═══ Supplied entries ═══
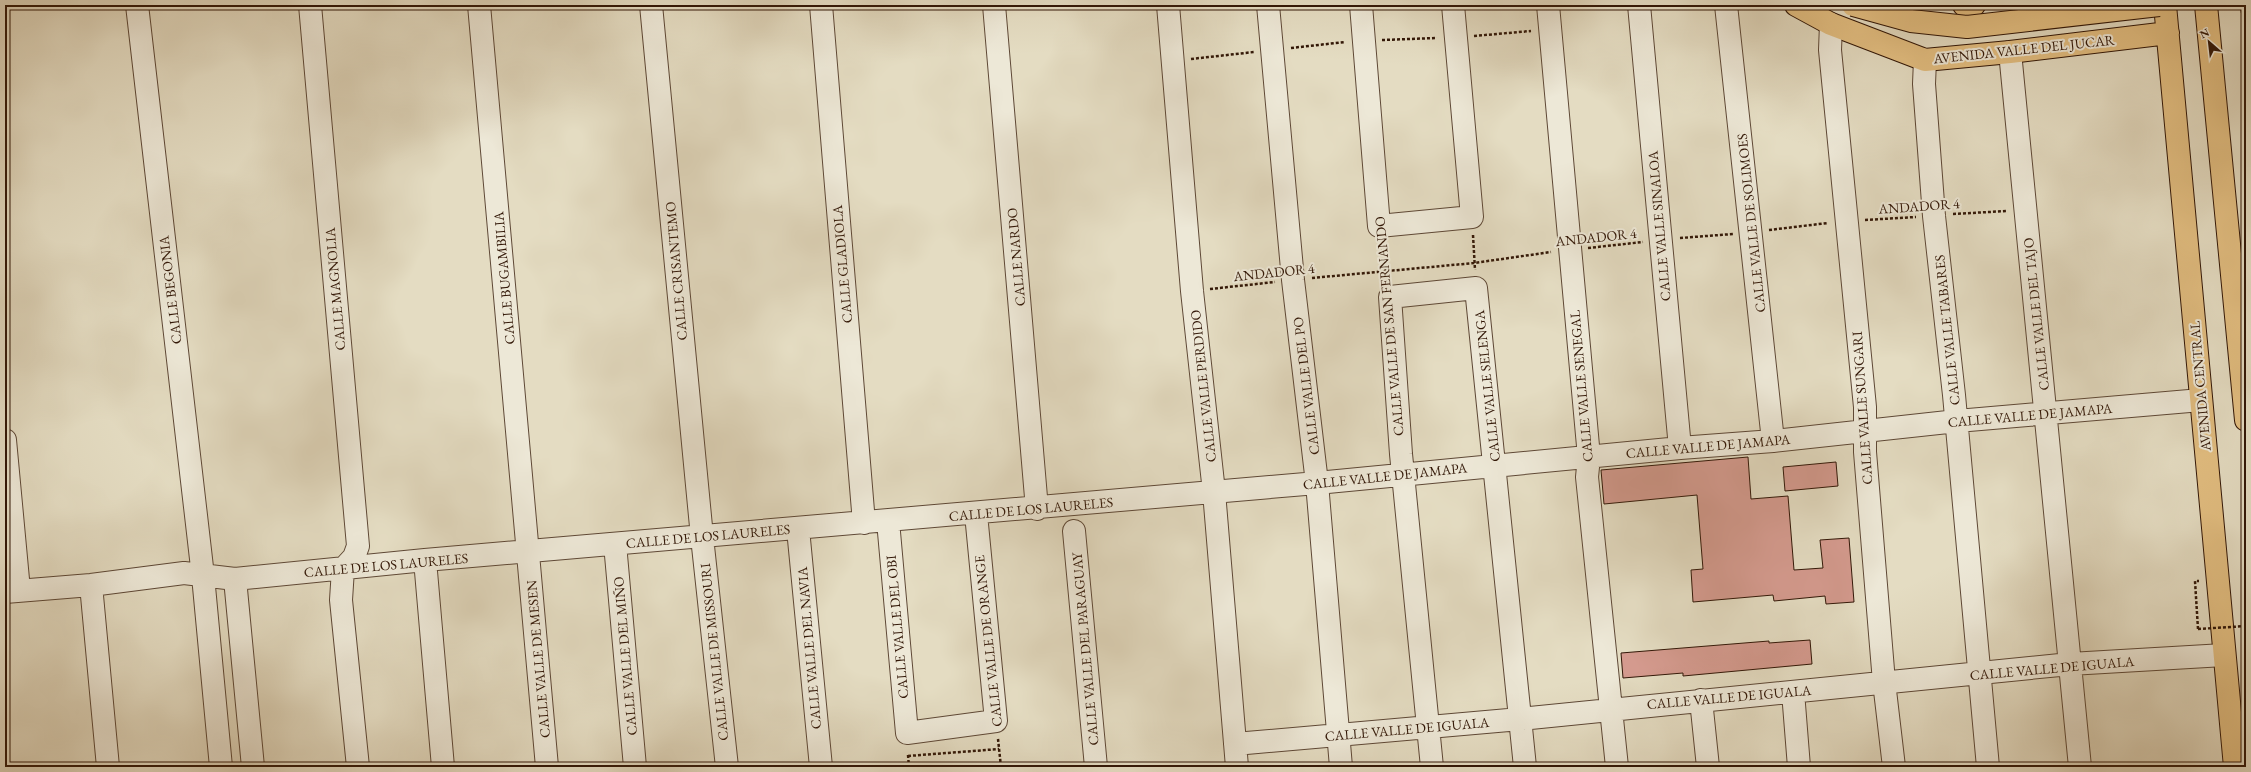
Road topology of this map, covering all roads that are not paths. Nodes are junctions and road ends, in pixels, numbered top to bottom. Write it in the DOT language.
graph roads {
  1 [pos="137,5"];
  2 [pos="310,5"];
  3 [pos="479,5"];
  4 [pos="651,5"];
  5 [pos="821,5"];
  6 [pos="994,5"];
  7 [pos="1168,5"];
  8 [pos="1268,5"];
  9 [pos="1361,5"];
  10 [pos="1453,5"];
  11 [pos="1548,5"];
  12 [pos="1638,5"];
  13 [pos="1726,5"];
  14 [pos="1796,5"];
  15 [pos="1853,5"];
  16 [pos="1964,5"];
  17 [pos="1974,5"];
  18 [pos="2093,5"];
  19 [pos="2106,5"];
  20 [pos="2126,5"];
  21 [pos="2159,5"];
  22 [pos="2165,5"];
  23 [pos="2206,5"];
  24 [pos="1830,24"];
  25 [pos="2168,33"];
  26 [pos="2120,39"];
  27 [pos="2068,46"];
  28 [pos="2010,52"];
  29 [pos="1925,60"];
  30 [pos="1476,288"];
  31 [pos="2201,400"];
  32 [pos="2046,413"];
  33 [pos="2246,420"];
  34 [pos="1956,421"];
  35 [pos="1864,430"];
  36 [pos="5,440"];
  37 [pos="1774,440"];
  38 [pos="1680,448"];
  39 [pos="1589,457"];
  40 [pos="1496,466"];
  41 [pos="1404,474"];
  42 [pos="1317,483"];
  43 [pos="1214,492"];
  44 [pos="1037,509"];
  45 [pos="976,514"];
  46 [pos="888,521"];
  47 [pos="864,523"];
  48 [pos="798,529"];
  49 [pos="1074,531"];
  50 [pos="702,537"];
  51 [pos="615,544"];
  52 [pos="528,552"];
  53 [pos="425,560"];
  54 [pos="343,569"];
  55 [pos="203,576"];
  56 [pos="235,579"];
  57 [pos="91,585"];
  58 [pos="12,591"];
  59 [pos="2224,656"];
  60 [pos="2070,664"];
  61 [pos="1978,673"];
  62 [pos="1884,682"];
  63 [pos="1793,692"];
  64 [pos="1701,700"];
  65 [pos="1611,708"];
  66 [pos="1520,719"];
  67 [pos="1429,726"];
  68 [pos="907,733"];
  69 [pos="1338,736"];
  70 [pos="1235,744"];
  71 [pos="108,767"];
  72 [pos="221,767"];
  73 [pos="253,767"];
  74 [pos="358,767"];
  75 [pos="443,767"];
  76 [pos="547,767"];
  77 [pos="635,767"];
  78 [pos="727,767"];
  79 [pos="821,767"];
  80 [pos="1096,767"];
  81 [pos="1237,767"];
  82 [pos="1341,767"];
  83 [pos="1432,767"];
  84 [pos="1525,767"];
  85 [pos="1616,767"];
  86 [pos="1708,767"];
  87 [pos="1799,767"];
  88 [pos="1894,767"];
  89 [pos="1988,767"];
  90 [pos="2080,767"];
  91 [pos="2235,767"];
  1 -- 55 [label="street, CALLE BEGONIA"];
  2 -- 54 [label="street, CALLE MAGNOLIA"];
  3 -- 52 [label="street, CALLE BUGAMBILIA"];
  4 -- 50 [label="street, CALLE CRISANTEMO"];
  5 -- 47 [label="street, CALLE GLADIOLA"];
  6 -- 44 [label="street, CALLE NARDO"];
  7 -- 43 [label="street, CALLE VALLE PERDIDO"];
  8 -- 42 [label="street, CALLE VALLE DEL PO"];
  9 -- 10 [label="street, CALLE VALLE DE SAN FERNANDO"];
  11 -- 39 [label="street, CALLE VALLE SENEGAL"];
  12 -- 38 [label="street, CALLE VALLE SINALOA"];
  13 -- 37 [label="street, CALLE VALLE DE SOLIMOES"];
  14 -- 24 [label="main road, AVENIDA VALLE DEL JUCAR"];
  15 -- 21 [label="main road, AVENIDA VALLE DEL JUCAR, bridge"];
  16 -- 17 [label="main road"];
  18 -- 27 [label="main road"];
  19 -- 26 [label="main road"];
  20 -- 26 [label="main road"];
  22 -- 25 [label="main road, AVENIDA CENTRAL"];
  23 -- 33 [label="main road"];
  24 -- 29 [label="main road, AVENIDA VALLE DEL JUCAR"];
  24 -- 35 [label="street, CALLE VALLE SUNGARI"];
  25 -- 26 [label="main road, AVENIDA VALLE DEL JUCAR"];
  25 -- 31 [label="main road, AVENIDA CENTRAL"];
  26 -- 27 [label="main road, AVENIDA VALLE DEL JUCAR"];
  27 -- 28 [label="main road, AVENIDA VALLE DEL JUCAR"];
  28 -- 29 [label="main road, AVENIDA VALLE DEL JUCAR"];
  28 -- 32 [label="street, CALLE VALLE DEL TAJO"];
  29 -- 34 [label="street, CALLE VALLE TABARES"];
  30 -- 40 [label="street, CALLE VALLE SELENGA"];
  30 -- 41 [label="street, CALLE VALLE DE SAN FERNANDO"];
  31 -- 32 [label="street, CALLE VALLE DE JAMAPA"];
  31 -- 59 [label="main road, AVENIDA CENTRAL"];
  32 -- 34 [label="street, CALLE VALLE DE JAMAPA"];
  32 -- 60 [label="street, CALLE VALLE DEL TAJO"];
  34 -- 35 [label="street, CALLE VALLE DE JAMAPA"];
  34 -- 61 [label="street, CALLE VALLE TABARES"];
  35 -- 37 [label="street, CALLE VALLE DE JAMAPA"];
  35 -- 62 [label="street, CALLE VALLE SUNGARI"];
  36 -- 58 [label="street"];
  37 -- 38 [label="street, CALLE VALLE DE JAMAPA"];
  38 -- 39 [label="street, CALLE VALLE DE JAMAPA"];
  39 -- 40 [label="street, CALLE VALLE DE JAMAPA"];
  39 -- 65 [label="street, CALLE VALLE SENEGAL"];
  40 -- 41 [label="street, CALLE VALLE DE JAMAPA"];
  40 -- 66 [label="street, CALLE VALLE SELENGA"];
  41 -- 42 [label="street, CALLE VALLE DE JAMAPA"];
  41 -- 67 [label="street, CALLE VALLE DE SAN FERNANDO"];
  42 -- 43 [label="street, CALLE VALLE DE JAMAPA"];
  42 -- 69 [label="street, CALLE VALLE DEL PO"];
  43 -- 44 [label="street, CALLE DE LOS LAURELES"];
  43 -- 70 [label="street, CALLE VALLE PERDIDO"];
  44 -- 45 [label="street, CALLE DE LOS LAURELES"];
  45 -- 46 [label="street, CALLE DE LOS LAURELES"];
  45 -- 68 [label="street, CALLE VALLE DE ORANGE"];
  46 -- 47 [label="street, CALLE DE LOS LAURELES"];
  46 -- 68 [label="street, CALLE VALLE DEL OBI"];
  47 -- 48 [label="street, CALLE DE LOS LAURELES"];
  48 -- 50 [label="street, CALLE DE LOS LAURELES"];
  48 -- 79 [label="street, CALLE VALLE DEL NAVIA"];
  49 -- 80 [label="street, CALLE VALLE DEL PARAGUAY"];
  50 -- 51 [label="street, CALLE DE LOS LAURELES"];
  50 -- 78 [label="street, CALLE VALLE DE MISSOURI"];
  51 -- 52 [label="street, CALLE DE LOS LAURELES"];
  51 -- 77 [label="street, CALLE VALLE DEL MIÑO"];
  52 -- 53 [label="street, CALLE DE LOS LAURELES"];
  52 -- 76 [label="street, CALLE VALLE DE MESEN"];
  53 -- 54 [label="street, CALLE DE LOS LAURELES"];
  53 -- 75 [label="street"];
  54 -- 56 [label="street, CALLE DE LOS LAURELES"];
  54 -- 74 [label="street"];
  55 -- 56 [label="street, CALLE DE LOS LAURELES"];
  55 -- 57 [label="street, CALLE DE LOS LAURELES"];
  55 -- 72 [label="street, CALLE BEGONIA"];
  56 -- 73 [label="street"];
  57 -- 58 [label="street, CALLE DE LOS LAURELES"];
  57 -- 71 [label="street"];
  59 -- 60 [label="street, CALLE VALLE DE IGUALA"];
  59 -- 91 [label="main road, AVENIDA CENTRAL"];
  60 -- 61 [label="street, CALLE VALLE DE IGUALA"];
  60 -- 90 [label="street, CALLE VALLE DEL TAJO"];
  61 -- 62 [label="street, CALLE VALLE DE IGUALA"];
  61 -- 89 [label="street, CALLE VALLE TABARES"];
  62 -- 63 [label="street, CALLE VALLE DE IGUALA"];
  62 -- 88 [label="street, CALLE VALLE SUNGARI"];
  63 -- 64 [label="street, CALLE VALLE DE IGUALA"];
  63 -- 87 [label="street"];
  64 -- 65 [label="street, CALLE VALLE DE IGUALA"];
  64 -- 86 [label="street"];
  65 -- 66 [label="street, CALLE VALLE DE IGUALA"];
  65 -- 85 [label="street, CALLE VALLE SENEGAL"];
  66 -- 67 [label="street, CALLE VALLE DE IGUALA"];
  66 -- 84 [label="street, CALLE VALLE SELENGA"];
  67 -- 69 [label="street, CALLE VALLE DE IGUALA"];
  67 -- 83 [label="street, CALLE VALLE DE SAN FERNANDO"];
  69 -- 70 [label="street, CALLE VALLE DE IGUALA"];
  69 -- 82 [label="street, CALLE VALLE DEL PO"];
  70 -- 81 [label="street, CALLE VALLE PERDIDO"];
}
═══
# Work instructions
Tally up the lines in the preceding listing that contain the string "FERNANDO". Respond with the number and nothing else.

# Response to this exercise
4